My pulse jumped. The room felt smaller, like the walls had pulled in just to trap me between him and the truth I didn’t want to hear.
“You don’t understand?—”
“I understand enough.” His jaw flexed. “I understand that you’re mine now. And I take care of what’s mine.”
That sent a flush through me—half arousal, half defiance—but I couldn’t meet his eyes without feeling the ground shift under me.
“This isn’t just yours to fight,” he went on, softer now but no less certain. “You’ve got me. You’ve got my family. And whether you like it or not, you’ve got all the reach and power that comes with that. Use it. Let yourself lean on it. That’s what I’m here for.”
I glanced past him to Carly, Michael, Alba, and Finn—my crew, my people—and then back at Caleb. “And what if I don’t know how to lean on anyone like that?”

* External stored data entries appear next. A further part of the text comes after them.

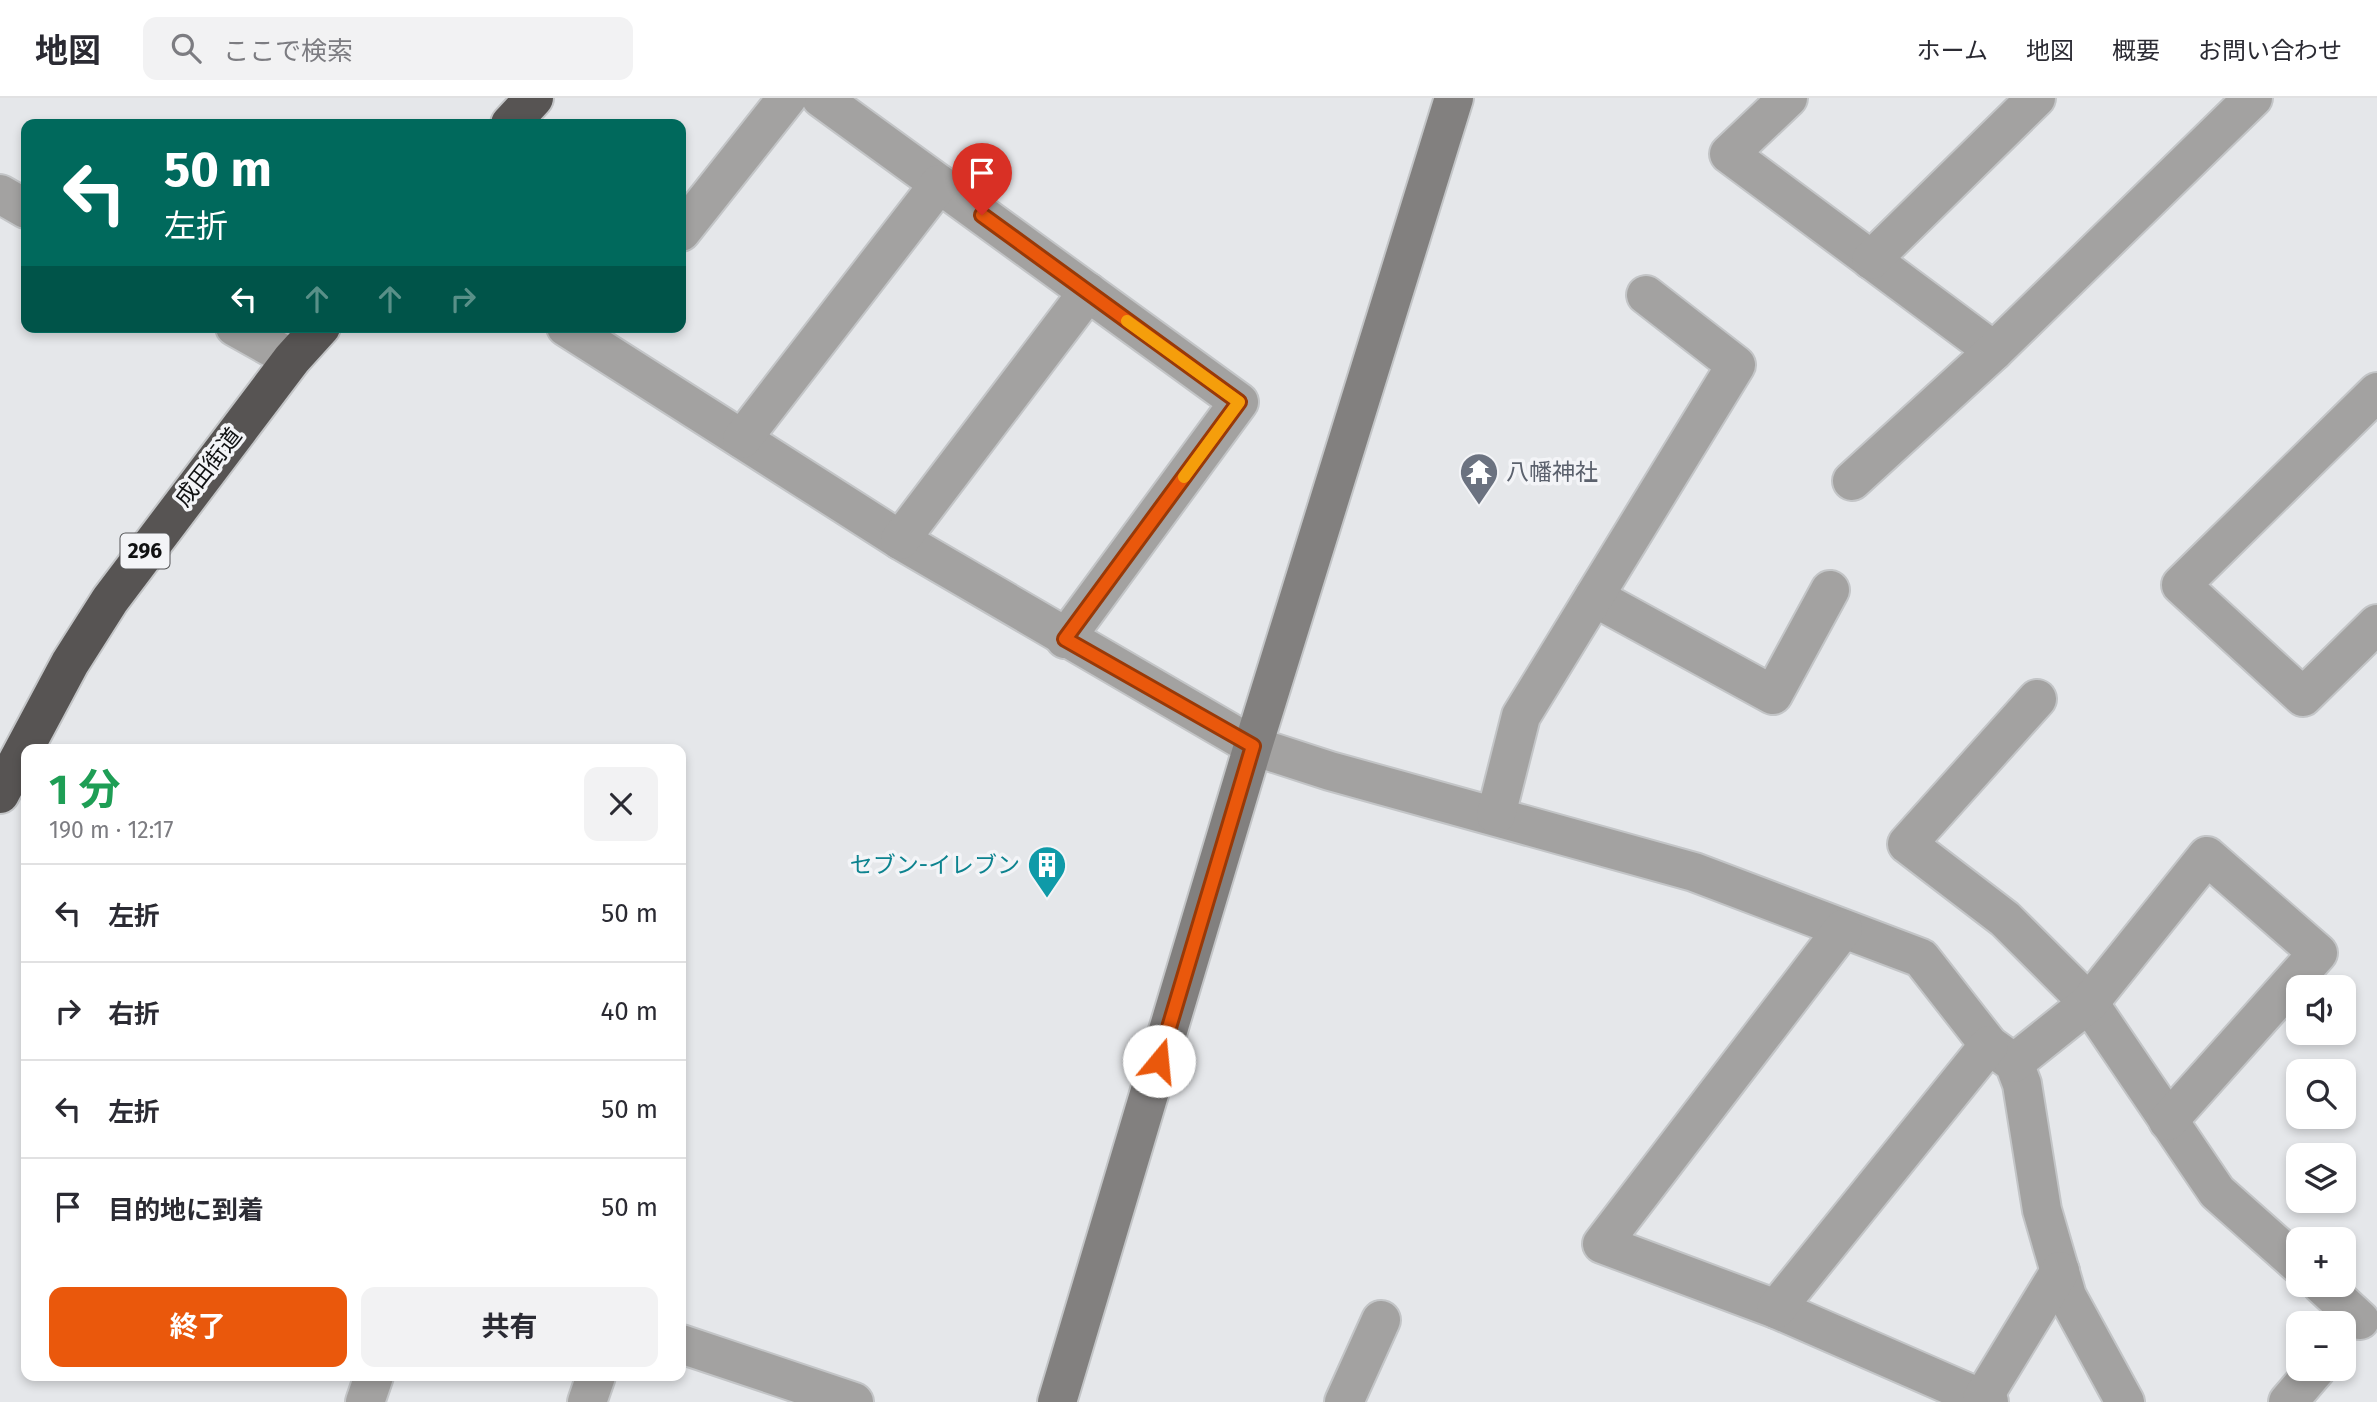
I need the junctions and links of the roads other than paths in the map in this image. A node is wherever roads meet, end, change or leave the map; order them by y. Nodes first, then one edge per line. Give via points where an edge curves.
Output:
1 (534, 98) edge
2 (786, 98) edge
3 (821, 98) edge
4 (1454, 98) edge
5 (1788, 98) edge
6 (2036, 98) edge
7 (2253, 98) edge
8 (515, 119) edge
9 (939, 184) junction
10 (0, 194) edge
11 (21, 206) edge
12 (686, 226) edge
13 (1871, 260) junction
14 (1088, 292) junction
15 (1646, 295) dead end
16 (246, 333) edge
17 (316, 333) edge
18 (588, 333) edge
19 (1994, 351) junction
20 (292, 359) junction
21 (2377, 392) edge
22 (742, 439) junction
23 (1852, 481) dead end
24 (900, 541) junction
25 (1830, 590) dead end
26 (1594, 597) junction
27 (2377, 624) edge
28 (1065, 639) junction
29 (2037, 699) dead end
30 (26, 744) edge
31 (1253, 746) junction
32 (21, 754) edge
33 (0, 794) edge
34 (1496, 815) junction
35 (1843, 929) junction
36 (2089, 1003) junction
37 (2001, 1054) junction
38 (2168, 1121) junction
39 (2286, 1253) edge
40 (2060, 1270) junction
41 (2335, 1297) edge
42 (1776, 1309) junction
43 (2360, 1319) edge
44 (1381, 1320) dead end
45 (686, 1346) edge
46 (372, 1381) edge
47 (594, 1381) edge
48 (2306, 1381) edge
49 (832, 1398) edge
50 (1985, 1400) edge
51 (365, 1402) edge
52 (587, 1402) edge
53 (1057, 1402) edge
54 (1344, 1402) edge
55 (2125, 1402) edge
56 (2288, 1402) edge

1 - 8 highway
2 - 12 street
3 - 9 street
4 - 31 street
5 - 13 street via 1729,154
6 - 13 street
7 - 19 street
9 - 14 street
9 - 22 street
10 - 11 street
13 - 19 street
14 - 24 street
14 - 28 street via 1239,402
15 - 26 street via 1736,365
16 - 20 street
17 - 20 highway, 成田街道 / 296
18 - 22 street
19 - 23 street
20 - 30 highway, 成田街道 / 296 via 110,600 69,663
21 - 27 street via 2182,585 2303,697
22 - 24 street
24 - 28 street
25 - 26 street via 1773,695
26 - 34 street via 1521,716
28 - 31 street
29 - 36 street via 1908,844 2005,919
31 - 34 street
31 - 53 street
32 - 33 highway, 成田街道 / 296
34 - 35 street via 1694,872
35 - 37 street via 1921,958
35 - 42 street via 1602,1244
36 - 37 street
36 - 38 street
36 - 38 street via 2207,856 2318,953
37 - 40 street via 2022,1084 2042,1210
37 - 42 street
38 - 39 street via 2217,1192
40 - 50 street
40 - 55 street via 2067,1296
41 - 43 street
42 - 50 street
44 - 54 street
45 - 49 street
46 - 51 street
47 - 52 street
48 - 56 street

His mouth curved, but it wasn’t a smile. “Then you learn. Starting now.”
I shook my head again, because the alternative—that he was right, that I could lay this burden down even for a little while—was too big to process without breaking. “If I stop, I don’t know who I am.”
“You’ll be the woman who still wakes up tomorrow. Who still gets to choose. Who still gets to build something that isn’t tangled in the worst days of her life.”
The words cracked something in me. I pressed my lips together, willing the burn in my eyes to settle. “I can’t just … shut it down.”
“You can. And if you don’t want to, you can change the way you run it. Either way, I’m right here.”
He let one hand drift from my shoulder to the side of my neck, his thumb brushing under my jaw. “I’ll deal with the danger. You deal with finding your joy again. And if that means we burn this whole thing down and start fresh somewhere else, so be it.”
The idea made my stomach flip—not because I wanted it, but because a part of me, deep down, feared he might be right.
But I wasn’t ready to admit that. Not yet.
So I stepped back just enough to put space between us, my hands going through familiar motions again, even though I could still feel the imprint of his touch. “We’ve got work to do.”
He didn’t push. Just stood there, watching me like a man who knew he’d started something that wouldn’t be finished in this moment.
And maybe that was the worst part—knowing that eventually, I’d have to face the truth in his words.
29
CALEB
Isat at a small table shoved against the wall in Promenade’s dining room, the clink of silverware and soft hum of conversation weaving a rhythm around me. From this perch, I could see it all—the hostess stand, the kitchen pass, the front door, the boarded window glaring like a fresh scar on Meghan’s empire.